Por: Jorge O. Veliz / Alejo Iglesias
La verdad es un lejano horizonte al que se viaja mejor acompañado: hay buenas razones para seguir apostando al diálogo como vivencia fundamental de la aspiración al conocimiento.
“Es peor que el peligro de la muerte
el de creer saber lo que no se sabe”.
Sócrates
Así como las Guerras Médicas representaron el ocaso de la vida social tal como se la conocía, el Siglo de Oro de Pericles, con su prosperidad y su esplendor cultural, impulsó a la sociedad griega (principalmente en Atenas) a reconstruir sus estructuras. La tarea prometía ser ardua pero apasionante: la moral (es decir, los criterios convencionales por el que un pueblo mantiene un acuerdo mayoritario sobre qué está bien o mal hacer) y las instituciones (es decir, la fijación de esos criterios en normas formales de alcance público) debían ser repensadas.

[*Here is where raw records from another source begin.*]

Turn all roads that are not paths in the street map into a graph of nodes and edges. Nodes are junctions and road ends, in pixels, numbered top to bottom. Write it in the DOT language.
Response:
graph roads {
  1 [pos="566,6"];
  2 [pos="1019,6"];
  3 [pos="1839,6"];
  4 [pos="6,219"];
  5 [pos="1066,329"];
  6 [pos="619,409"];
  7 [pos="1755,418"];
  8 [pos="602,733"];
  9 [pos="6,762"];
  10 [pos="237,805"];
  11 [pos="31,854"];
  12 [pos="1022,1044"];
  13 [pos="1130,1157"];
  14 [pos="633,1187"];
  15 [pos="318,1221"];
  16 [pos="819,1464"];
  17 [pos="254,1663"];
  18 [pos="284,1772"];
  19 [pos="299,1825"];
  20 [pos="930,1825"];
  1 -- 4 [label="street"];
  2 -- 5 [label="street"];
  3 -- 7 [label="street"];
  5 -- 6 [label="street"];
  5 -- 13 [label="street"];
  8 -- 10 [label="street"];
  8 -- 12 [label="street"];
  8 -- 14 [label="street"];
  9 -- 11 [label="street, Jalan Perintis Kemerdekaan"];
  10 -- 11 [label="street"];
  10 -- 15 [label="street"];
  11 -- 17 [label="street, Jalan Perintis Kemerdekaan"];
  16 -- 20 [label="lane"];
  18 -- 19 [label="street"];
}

Esta referencia histórica nos recuerda que cuanto más profunda es la crisis de los valores, más necesario se vuelve el pensamiento filosófico sobre la Ética.
En medio de tal ebullición social surge la figura de Sócrates. Ante los acalorados debates sobre el destino de la convivencia social, él aportó dos exigencias clave para que el procedimiento resultara productivo y no desembocara en conflictos irresolubles o confrontaciones violentas:
. La primera: el diálogo como método del pensamiento racional. Para alcanzar la razón, tenemos que volvernos capaces de expresar nuestras convicciones, para evaluar si podemos acordarlas con nuestros prójimos o modificarlas por sus aportes. Aquí nace el rasgo distintivo del discurso filosófico: la argumentación.
Se dice que Sócrates no escribió ninguna obra porque creía que cada uno debía desarrollar sus propios pensamientos. Se valió de lo que denominó mayéutica: un método basado en la elaboración de preguntas que inducían a sus alumnos a la reflexión y resolución del problema planteado. Sócrates, adoptando la postura del ignorante, direccionaba el diálogo con sus interlocutores a fin de poner en evidencia la falsedad o incongruencia de sus afirmaciones. Ese procedimiento se conoce como “ironía socrática” y quedó expresado claramente en su célebre frase “Sólo sé que no sé nada”. La obra oral de Sócrates fue testimoniada por Platón en escritos que inauguraron un género ya legendario: los Diálogos.
. La segunda: la distinción entre conocimiento y opiniones.
Sus colegas creían contar con gran sabiduría; Sócrates, en cambio, era consciente tanto de la ignorancia que le rodeaba como de la suya propia. Esto lo llevó a tratar de hacer pensar a la gente sobre la diferencia entre opinión y conocimiento. Para alcanzar la razón, tenemos que depurar nuestras convicciones de sus componentes psicológicos, esto es, emprender el arduo camino de la pureza lógica.
Poniendo en práctica estos dos requisitos metodológicos, transitaremos un camino racional hacia la verdad: ella será el resultado de corregir nuestros errores junto a nuestros prójimos, es decir, de habernos librado dialógicamente de los dogmas. Sócrates nos está proponiendo el primer desafío para ser racionales: el viaje epistémico (alcanzar conocimiento y descartar opiniones erróneas) y el viaje ético (no prejuzgar ni valorar la opinión del otro hasta demostrar su validez o invalidez lógica) debemos transitarlos al mismo tiempo.
El Signo de Interrogación te propone seguir pensando:
¿Pones en duda, a través del diálogo, tus propias convicciones para revisar si se basan en verdades?